== WORK ITEM ==
Output the records below in full, word for word; pictures do not belong in it.

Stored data
▬▬▬▬▬▬
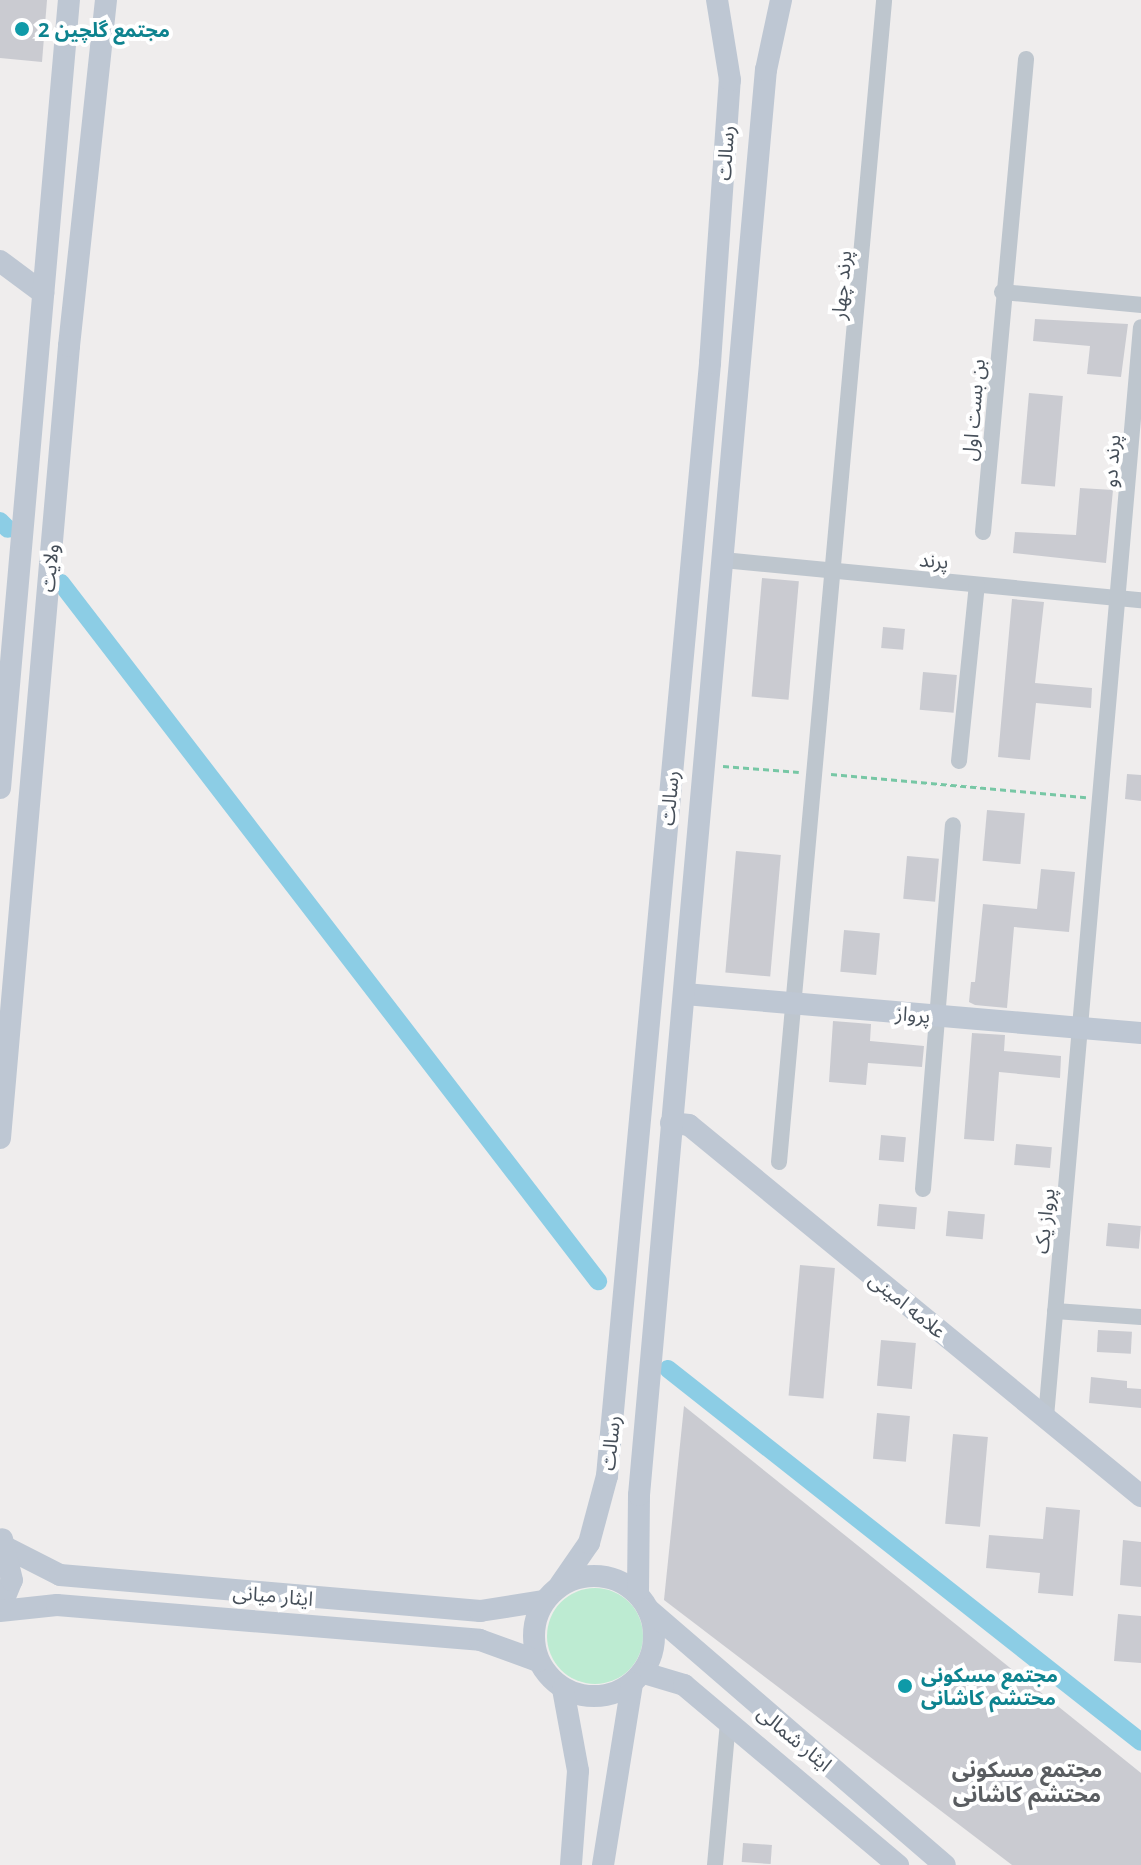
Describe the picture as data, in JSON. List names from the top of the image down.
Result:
{
  "streets": {
    "street": [
      "رسالت",
      "پرند چهار",
      "بن بست اول",
      "پرند دو",
      "پرند",
      "ولایت",
      "پرواز",
      "پرواز یک",
      "علامه امینی",
      "ایثار میانی",
      "ایثار شمالی"
    ]
  },
  "crossings": [
    ["رسالت", "پرند"],
    ["رسالت", "پرواز"],
    ["رسالت", "علامه امینی"],
    ["رسالت", "ایثار میانی"],
    ["رسالت", "ایثار شمالی"],
    ["پرند چهار", "پرند"],
    ["پرند چهار", "پرواز"],
    ["پرند دو", "پرند"],
    ["پرند دو", "پرواز یک"],
    ["پرواز", "پرواز یک"],
    ["پرواز یک", "علامه امینی"],
    ["ایثار میانی", "ایثار شمالی"]
  ],
  "districts": ["مجتمع مسکونی محتشم کاشانی"],
  "places": ["مجتمع گلچین 2", "مجتمع مسکونی محتشم کاشانی"]
}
▬▬▬▬▬▬
== RESULT OF THE EXERCISE ==
Describe the picture as data, in JSON. List names from the top of the image down.
Result:
{
  "streets": {
    "street": [
      "رسالت",
      "پرند چهار",
      "بن بست اول",
      "پرند دو",
      "پرند",
      "ولایت",
      "پرواز",
      "پرواز یک",
      "علامه امینی",
      "ایثار میانی",
      "ایثار شمالی"
    ]
  },
  "crossings": [
    ["رسالت", "پرند"],
    ["رسالت", "پرواز"],
    ["رسالت", "علامه امینی"],
    ["رسالت", "ایثار میانی"],
    ["رسالت", "ایثار شمالی"],
    ["پرند چهار", "پرند"],
    ["پرند چهار", "پرواز"],
    ["پرند دو", "پرند"],
    ["پرند دو", "پرواز یک"],
    ["پرواز", "پرواز یک"],
    ["پرواز یک", "علامه امینی"],
    ["ایثار میانی", "ایثار شمالی"]
  ],
  "districts": ["مجتمع مسکونی محتشم کاشانی"],
  "places": ["مجتمع گلچین 2", "مجتمع مسکونی محتشم کاشانی"]
}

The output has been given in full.